Thanks to everyone for their assistance, I think I have a pretty good handle on what needs to be done but still have a few questions from my last post lingering which would be a hugh help if someone could address. Basically one of my biggest problems since I'm so new to all of this is I know what a carbon film resistor is and what a metal film resistor is, I know the differences between the 2 but I have no idea what each actually looks like. Same goes for caps, I can usually spot an electrolyte because of the polarity and I have seen a bunch of different ceramic disks so I feel pretty confident identifying those but all to often I look at a schematic and I realize I need x component of a certain value but if a voltage isn't specified I don't know which one to select and then I never know if I need a ceramic disk, orange drop, wire wound etc... Any online sites that clearly explain these or books I could find at the library or purchase?

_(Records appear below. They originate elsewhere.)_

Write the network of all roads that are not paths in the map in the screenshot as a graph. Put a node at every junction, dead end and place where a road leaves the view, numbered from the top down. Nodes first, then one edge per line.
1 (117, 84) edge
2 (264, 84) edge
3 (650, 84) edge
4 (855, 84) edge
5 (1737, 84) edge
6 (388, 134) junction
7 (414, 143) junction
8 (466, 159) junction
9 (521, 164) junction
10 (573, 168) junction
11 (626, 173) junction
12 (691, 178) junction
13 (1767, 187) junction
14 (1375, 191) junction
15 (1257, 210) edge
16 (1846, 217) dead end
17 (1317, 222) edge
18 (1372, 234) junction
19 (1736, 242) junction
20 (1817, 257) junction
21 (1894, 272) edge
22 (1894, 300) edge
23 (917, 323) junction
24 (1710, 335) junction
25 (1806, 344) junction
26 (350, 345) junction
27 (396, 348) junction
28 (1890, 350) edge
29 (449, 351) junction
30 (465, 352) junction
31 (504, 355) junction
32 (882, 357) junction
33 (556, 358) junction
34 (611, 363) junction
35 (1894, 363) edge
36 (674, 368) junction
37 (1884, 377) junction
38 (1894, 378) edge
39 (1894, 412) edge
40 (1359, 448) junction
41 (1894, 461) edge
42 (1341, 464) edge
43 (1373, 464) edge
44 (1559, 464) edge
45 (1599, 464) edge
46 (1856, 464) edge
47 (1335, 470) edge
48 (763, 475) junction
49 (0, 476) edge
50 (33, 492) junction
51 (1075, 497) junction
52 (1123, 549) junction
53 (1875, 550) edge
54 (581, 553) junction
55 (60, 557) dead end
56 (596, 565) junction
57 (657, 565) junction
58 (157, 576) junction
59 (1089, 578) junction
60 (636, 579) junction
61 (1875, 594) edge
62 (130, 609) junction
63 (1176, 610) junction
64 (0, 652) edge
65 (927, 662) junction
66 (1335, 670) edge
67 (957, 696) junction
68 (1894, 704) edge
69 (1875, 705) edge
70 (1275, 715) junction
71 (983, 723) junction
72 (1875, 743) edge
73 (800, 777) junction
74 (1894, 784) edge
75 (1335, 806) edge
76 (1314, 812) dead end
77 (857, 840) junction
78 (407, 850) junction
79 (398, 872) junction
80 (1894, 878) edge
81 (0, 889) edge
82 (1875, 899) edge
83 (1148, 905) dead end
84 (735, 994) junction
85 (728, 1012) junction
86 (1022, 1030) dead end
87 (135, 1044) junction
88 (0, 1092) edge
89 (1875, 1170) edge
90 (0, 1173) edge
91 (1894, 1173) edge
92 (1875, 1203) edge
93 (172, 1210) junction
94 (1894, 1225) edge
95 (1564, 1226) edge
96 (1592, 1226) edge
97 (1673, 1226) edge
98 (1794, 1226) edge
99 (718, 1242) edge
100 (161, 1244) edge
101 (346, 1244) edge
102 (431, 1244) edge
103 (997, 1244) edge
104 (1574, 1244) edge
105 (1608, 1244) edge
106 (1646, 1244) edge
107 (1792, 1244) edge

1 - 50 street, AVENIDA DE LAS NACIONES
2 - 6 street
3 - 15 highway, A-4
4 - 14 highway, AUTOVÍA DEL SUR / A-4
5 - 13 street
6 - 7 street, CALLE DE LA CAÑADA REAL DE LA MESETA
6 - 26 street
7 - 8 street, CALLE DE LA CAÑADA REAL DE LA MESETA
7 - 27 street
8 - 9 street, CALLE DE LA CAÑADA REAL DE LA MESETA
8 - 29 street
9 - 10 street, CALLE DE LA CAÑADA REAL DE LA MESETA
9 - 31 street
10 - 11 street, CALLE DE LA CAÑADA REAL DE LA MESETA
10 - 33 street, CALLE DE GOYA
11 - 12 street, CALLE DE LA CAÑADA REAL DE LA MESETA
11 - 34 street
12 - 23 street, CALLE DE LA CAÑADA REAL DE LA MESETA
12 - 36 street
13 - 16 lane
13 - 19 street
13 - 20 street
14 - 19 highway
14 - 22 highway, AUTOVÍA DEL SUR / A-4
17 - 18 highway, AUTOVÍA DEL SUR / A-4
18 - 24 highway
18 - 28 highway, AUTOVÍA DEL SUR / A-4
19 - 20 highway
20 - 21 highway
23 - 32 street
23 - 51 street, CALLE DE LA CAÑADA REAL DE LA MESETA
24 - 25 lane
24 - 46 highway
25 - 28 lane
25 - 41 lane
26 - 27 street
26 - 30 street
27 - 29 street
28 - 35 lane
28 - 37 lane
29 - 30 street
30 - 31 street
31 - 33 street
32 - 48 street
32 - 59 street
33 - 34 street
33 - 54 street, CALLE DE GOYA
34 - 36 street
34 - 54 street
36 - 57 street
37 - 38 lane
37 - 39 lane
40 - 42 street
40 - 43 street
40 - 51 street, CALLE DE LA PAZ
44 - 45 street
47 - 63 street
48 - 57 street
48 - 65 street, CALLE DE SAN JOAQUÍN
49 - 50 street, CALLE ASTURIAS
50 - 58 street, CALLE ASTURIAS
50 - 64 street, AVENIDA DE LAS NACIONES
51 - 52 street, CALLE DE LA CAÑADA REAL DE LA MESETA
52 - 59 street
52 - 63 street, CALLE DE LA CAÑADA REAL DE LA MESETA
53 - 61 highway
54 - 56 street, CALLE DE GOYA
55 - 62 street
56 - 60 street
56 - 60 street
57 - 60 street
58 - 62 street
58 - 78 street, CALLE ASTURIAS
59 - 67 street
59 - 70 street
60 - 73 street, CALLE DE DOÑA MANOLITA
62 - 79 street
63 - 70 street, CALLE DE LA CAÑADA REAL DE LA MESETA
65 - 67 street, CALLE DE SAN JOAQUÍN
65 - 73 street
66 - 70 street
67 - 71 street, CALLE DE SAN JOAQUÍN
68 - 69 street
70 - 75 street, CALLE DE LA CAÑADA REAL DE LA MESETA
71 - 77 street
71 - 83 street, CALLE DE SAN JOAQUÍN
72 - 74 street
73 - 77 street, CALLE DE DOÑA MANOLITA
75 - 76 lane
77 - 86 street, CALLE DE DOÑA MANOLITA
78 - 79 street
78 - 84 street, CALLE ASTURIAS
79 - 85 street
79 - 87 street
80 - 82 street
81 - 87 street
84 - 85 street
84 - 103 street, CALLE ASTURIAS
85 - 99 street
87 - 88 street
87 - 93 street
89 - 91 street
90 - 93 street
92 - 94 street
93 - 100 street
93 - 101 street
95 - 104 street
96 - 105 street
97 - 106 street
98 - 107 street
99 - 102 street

Also once I get everything working I'm going to retube the amp. Not sure what I'm going to go with yet but when I have to rebias the amp usually I have done it by having a friend play thru the amp and then I use a screwdriver and adjust the bias pot so the tubes are just before they start to glow, is that an acceptable method or do I really need to consider one of the more advanced/involved approaches? Thanks again I have already learned so much from this board and all the helpful people here.
 
alo james
the resistors in your amp,are carbon comp,the most part being 1/2 watt.
metal films are smaller,and usualy have a blue body.see them in our diy.
in guitar amps,i use carbon film 1watt,unless otherwise noted.this is the most comon resistor you find at the stores.the brand i use,it is of a light brown body color.
if you look at your power tube sockets,the 470 ohm resistors,are bigger than the others;these are 1 watt,and are in all fender amps with 6l6 tubes.
note that modern resistors are smaller than the ones you have in there,so if you ask for 1 watt resistor don`t be scared of the smaller size.
as for caps:in the schematic sometimes you`ll see a electro cap with 25/50:means:25 mfd/50volts.
for the other kind of caps,in tube amps,400v and up,it`s safe.
orange drops are orange in color,and rated 600v.good to use in fenders.
if you are in the usa,mouser sells them;use the model 715,polypropilene.
for ceramics,use disc ceramics 500v.
for biasing the amps,i use a bias king,that i got at tube amp doctor(germany).they have almost everything for amps.
try to get aspen pittman book of groove tubes.it`s a good start.
best regards
pedro
 
alo james
just a note:
in a schematic of this kind of amp,when you see a cap in pf range,usualy it`s a ceramic disk,or silver mica.
best regards
pedro
 
Hey James.


1) cold bias (more negative volts) -which equals more power, better for death metal crunch, longer tube life, but more zero crossing artifacts and distortion

2) medium bias- which equals a good all arounfd bias point, jack of all trades, master of none, medium tube life, probably the way the unit was shipped

3) hot bias-less negative volts (what you will get with your method described on page 1) , shorter tube life, not many zero crossing artifacts, more mellow "brown sound", shorter tube life than either of the above.